--- Task goal ---
Please retype the entries below exactly, only from their first line through the line containing "position:relative; flex:1; overflow:hidden", leaving every picture out.

--- Information given ---
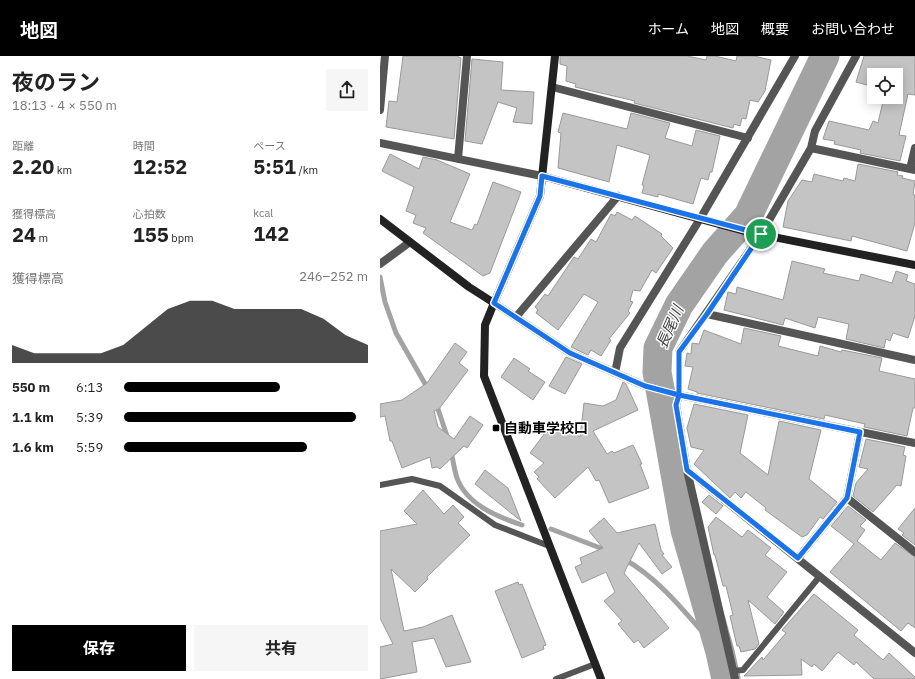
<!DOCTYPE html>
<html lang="ja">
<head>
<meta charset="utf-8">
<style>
	body { margin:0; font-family:"IBM Plex Sans","Noto Sans JP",sans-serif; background:#f6f6f6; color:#222; height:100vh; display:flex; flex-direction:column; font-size:15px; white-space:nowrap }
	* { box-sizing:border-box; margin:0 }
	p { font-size:13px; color:#767676 }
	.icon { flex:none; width:22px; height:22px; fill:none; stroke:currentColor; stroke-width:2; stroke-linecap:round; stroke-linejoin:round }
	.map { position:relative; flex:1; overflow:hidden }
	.panel { display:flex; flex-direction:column; background:#fff; width:380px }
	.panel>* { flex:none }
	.controls { position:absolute; left:487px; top:12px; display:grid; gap:8px }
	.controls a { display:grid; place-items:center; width:36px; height:36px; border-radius:0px; background:#fff; box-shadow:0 2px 10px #0003; font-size:20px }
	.pin { position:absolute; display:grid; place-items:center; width:34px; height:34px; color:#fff; margin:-17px; border:2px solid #fff; border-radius:50%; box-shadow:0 1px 4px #0007 }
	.round { display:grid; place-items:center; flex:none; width:42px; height:42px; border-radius:0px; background:#f6f6f6 }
	.overview { display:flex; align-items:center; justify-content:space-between; height:68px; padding:0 12px }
	h1 { font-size:22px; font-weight:700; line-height:30px }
	.stats { display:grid; grid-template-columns:repeat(3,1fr); gap:6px; height:68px; padding:4px 12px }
	.stats div { display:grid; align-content:center }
	.stats b { font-size:20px; font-weight:700 }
	.stats small { font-size:11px; font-weight:400 }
	.stats p { font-size:11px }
	.chart { height:112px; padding:8px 12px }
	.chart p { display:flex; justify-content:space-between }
	.chart svg { width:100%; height:72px; margin-top:4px; fill:#000; opacity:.7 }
	.cta { display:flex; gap:8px; margin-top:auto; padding:8px 12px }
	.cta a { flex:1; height:46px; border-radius:0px; background:#000; color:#fff; font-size:16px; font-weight:700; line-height:46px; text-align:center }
	.cta a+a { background:#f6f6f6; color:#222 }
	ul { padding:0 12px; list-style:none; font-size:13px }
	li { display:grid; grid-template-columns:64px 48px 1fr; align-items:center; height:30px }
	li i { height:10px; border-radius:5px; background:#000 }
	header { display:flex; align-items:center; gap:24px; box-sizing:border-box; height:56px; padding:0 20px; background:#000; color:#fff }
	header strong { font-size:19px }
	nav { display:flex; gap:22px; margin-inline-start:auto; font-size:14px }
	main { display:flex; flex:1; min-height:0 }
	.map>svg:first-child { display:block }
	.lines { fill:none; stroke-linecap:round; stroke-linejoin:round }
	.stream { stroke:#a3a3a3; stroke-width:5 }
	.river { stroke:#a3a3a3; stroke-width:29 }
	.building { fill:#c4c4c4; stroke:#999 }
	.lane { stroke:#555; stroke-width:6 }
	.street { stroke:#555; stroke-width:8 }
	.secondary { stroke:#222; stroke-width:8 }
	.route-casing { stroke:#fff; stroke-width:8 }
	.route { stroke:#1a73e8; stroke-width:5 }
	.poi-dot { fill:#000; stroke:#fff; stroke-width:1.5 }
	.labels { text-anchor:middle; stroke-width:3; stroke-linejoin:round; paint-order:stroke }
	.poi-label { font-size:14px; font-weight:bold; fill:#000; stroke:#fff; text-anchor:start }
	.water-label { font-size:15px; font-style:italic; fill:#444; stroke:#fff }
</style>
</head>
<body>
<header>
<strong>地図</strong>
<nav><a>ホーム</a><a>地図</a><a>概要</a><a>お問い合わせ</a></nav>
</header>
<main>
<section class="panel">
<div class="overview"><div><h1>夜のラン</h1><p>18:13 · 4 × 550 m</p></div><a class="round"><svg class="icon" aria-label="share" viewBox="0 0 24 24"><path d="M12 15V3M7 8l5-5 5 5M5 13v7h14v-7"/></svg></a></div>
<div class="stats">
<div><p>距離</p><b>2.20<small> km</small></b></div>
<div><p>時間</p><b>12:52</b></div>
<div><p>ペース</p><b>5:51<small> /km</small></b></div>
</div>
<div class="stats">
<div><p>獲得標高</p><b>24<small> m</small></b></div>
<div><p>心拍数</p><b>155<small> bpm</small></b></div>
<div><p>kcal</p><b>142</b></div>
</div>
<div class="chart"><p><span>獲得標高</span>246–252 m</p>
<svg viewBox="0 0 160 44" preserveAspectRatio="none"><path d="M0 44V33L10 38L20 38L30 38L40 38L50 33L60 22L70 11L80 6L90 6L100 11L110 11L120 11L130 11L140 17L150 27L160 33V44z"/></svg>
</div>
<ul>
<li><b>550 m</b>6:13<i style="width:64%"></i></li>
<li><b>1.1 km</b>5:39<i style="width:95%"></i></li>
<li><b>1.6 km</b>5:59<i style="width:75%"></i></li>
</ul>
<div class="cta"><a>保存</a><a>共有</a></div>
</section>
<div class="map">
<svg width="535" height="623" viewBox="0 0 535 623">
	<rect width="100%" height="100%" fill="#fff"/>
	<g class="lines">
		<path class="stream" d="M0,221L5,246L16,277L48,333
			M56,347L68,383
			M71,395C73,404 74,413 77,422C87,449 118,461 142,469
			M171,473L228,495
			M244,503C282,524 311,564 340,596"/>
		<path class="river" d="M346,623L340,596L305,474L277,316L278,292L299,249L335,197L368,160L445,0"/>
	</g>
	<path class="building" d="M23,0H78V1L81,2L74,83L6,71L9,45L17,46Z
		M180,0H307L326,4L327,0H335L356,5L357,0H374L391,4L385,35L378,46L370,44L366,63L362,62L360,70L354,68L353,72L254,47L255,45L195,31L196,28L186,25L187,10L180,8Z
		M484,0H535V39L528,38L519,79L526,80L520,105L480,97L481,94L454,88L455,85L443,83L449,65L489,74L493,65L498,67L504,41H516V19H494V31L476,26Z
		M92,3L123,6L121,34L154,36L152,68L133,66L137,52L118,46L102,88L85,85Z
		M183,57L247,73L251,57L290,67L285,82L312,90L316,74L340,80L332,116H330L328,124L321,122L313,148L278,138V141L262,137L264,130L262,129L270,99L237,89L229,126L178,112L181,77L178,76Z
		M10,98L39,113L43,101L57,104L90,118L70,166L92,174L95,168L97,169L113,126L141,136L110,217L103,220L43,177L46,172L33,167L36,159L26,155L34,131L2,115Z
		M478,108L518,116L517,119L523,120L522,122L535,125L533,139H535V167L527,195L472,180L471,185L403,171L408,145L422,124L432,126L434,118L463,125L464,122L475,125Z
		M237,156L252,164L255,160L282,178L281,180L293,192L276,217L272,214L260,235L253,234L250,245L253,246L248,255L250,257L229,283L231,284L221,300L211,294L208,299L191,291L218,246L204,238L178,274L156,257L158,254L155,251L165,238L168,240L194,201L198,203L211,183L216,186L231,158L235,160Z
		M412,205L445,213L443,217L479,225L481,218L512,227L516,215L528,219L526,225L535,228V260L528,282L513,277L510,285L506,283L504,292L466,283L469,268L438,261L435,272L405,262L403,269L344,254L348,236L356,238L357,231L403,244Z
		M364,272L401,280L398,290L438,300L440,290L461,296L462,294L502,302L499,315L535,323V352H533L527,380L484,371L485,368L445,359L444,363L317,337V336L308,333L313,311L305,310L307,297L311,298L312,287L319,288L324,274L361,288Z
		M75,287L87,296L79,307L88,314L59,353L54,355L58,371L74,383L90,360L103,369L87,392L84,390L60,413L57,411L52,412L50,401L22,412L12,385H10L5,360L0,361V348L22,344L47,327Z
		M186,301L202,308L185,338L169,330Z
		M134,302L150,313L148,315L165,326L153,344L121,321Z
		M243,326L246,328L258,354L213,375L227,398L232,395L234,397L253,389L262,408H260L269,432L229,447L219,424L216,425L208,411L175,442L157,423L159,421L154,416L164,407L150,397L171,369L183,377L187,372L200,381L204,347L223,350L236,344Z
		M314,348L368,359L360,397L388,419L399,365L441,374L429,423L457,446L443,463L440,461L427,479L422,481L385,454L386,452L366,436L361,442L355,436L350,442L314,408L324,394L311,391L307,372Z
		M486,383L525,391L523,399L526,400L521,430L517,429L493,456L473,440L476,427L488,413L479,411Z
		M105,414L128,432L141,465L95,428Z
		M43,434L64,458L73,449L84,461L78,467L90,479L47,521L48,523L35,536L11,513L24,575L43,571L72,559L91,606L66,611L54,582L32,586L37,616L0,623V591L13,588L0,562V475L37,468L24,455Z
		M329,439L343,450L336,458L322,446Z
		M468,450L486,464L480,470L485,474L477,485L501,504L515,487L535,501V572L528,567L521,575L450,516L474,488L451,470Z
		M535,452V489L522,479L524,477L518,473Z
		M336,461L362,481L368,474L391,492L385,499L407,516L387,541L404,556L395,568L368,544L379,588L375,593L361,596L359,590H357L350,560L353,559L346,530H343L335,499H334L328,471Z
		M224,462L237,477L275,468L281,494L284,498L282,499L292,511L282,518L259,487L244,517L289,572L264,592L258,584L254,587L238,568L242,565L224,545L235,536L226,516L202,527L195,511L202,508L200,502L223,492L209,475Z
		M138,526L139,529L142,528L166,589L163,590L164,593L142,602L115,535Z
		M434,538L478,574L474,579L503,604L509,597L535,621V623H494L476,606L474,609L458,596L442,615L434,608L432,611L421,603L422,619L364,620L382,601L383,604L406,577L402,574Z"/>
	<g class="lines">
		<path class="lane" d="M0,429L32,423L60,430L115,469L169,490
			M353,615L363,614L440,520
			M176,623L215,608"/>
		<path class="street" d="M172,31L368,82
			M0,54L5,0
			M0,87L162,120
			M431,92L535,114
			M78,103L87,0
			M530,113L535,92
			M0,208L30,186
			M114,247L190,297L265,330L299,339L535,387
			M327,258L535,304
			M136,261L238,140
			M235,317L240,292L320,163L415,0
			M307,414L535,597
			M467,442L535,496
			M418,502L467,442L480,376
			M355,623L307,414L296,349L299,339V296L381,178L431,92L435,75L476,0"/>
		<path class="secondary" d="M162,120L368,176L535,209
			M0,163L89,231L114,247L105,269L104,320L221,623
			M114,247L160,140L175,0"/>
	</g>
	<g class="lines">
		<g class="route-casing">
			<path id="route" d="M381,178L162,120L160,140L114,247L190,297L265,330L299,339L296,349L307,414L418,502L467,442L480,376L299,339V296L327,258L381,178"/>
		</g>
		<use href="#route" class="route"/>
	</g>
	<rect class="poi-dot" x="112" y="368" width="8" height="8" rx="2"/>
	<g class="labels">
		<g class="poi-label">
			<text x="124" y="377">自動車学校口</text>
		</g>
		<g class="water-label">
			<text transform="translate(290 271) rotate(-66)" y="5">長尾川</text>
		</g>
	</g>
</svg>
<div class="controls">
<a><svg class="icon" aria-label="locate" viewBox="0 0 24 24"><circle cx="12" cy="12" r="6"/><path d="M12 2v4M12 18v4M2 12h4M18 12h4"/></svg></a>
</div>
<div class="pin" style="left:381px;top:178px;background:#1e9e55"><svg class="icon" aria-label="arrive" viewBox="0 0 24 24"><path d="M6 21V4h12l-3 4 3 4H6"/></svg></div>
</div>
</main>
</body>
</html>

--- Task output ---
<!DOCTYPE html>
<html lang="ja">
<head>
<meta charset="utf-8">
<style>
	body { margin:0; font-family:"IBM Plex Sans","Noto Sans JP",sans-serif; background:#f6f6f6; color:#222; height:100vh; display:flex; flex-direction:column; font-size:15px; white-space:nowrap }
	* { box-sizing:border-box; margin:0 }
	p { font-size:13px; color:#767676 }
	.icon { flex:none; width:22px; height:22px; fill:none; stroke:currentColor; stroke-width:2; stroke-linecap:round; stroke-linejoin:round }
	.map { position:relative; flex:1; overflow:hidden }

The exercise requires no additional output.